§ WORK INSTRUCTION: An exact copy of every record is required.

═══

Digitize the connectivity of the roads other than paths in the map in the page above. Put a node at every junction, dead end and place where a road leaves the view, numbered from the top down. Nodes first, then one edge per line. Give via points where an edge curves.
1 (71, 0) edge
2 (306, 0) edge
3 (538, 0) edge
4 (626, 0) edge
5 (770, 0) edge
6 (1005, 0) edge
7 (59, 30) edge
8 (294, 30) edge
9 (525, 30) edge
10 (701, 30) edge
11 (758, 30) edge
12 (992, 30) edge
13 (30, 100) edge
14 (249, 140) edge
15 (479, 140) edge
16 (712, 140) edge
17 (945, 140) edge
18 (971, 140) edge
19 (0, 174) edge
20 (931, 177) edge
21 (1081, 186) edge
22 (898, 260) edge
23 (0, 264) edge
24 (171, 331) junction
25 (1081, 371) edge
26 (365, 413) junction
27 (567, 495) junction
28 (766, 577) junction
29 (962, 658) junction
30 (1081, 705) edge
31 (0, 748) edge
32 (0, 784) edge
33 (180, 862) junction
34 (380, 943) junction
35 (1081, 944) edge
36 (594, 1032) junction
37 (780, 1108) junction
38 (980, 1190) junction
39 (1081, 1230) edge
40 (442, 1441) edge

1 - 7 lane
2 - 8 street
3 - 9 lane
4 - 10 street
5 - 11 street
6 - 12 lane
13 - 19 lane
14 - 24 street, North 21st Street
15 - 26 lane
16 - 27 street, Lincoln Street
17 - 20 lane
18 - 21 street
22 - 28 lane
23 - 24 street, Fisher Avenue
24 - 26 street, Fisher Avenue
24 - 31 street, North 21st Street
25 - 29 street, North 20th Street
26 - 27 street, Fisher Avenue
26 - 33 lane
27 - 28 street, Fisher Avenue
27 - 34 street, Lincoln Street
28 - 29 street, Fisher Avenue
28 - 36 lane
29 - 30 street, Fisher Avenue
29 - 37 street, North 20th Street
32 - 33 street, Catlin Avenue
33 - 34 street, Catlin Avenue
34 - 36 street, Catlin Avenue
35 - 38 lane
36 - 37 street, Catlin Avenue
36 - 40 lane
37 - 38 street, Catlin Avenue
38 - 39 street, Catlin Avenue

═══

§ SOLUTION BELOW:
Digitize the connectivity of the roads other than paths in the map in the page above. Put a node at every junction, dead end and place where a road leaves the view, numbered from the top down. Nodes first, then one edge per line. Give via points where an edge curves.
1 (71, 0) edge
2 (306, 0) edge
3 (538, 0) edge
4 (626, 0) edge
5 (770, 0) edge
6 (1005, 0) edge
7 (59, 30) edge
8 (294, 30) edge
9 (525, 30) edge
10 (701, 30) edge
11 (758, 30) edge
12 (992, 30) edge
13 (30, 100) edge
14 (249, 140) edge
15 (479, 140) edge
16 (712, 140) edge
17 (945, 140) edge
18 (971, 140) edge
19 (0, 174) edge
20 (931, 177) edge
21 (1081, 186) edge
22 (898, 260) edge
23 (0, 264) edge
24 (171, 331) junction
25 (1081, 371) edge
26 (365, 413) junction
27 (567, 495) junction
28 (766, 577) junction
29 (962, 658) junction
30 (1081, 705) edge
31 (0, 748) edge
32 (0, 784) edge
33 (180, 862) junction
34 (380, 943) junction
35 (1081, 944) edge
36 (594, 1032) junction
37 (780, 1108) junction
38 (980, 1190) junction
39 (1081, 1230) edge
40 (442, 1441) edge

1 - 7 lane
2 - 8 street
3 - 9 lane
4 - 10 street
5 - 11 street
6 - 12 lane
13 - 19 lane
14 - 24 street, North 21st Street
15 - 26 lane
16 - 27 street, Lincoln Street
17 - 20 lane
18 - 21 street
22 - 28 lane
23 - 24 street, Fisher Avenue
24 - 26 street, Fisher Avenue
24 - 31 street, North 21st Street
25 - 29 street, North 20th Street
26 - 27 street, Fisher Avenue
26 - 33 lane
27 - 28 street, Fisher Avenue
27 - 34 street, Lincoln Street
28 - 29 street, Fisher Avenue
28 - 36 lane
29 - 30 street, Fisher Avenue
29 - 37 street, North 20th Street
32 - 33 street, Catlin Avenue
33 - 34 street, Catlin Avenue
34 - 36 street, Catlin Avenue
35 - 38 lane
36 - 37 street, Catlin Avenue
36 - 40 lane
37 - 38 street, Catlin Avenue
38 - 39 street, Catlin Avenue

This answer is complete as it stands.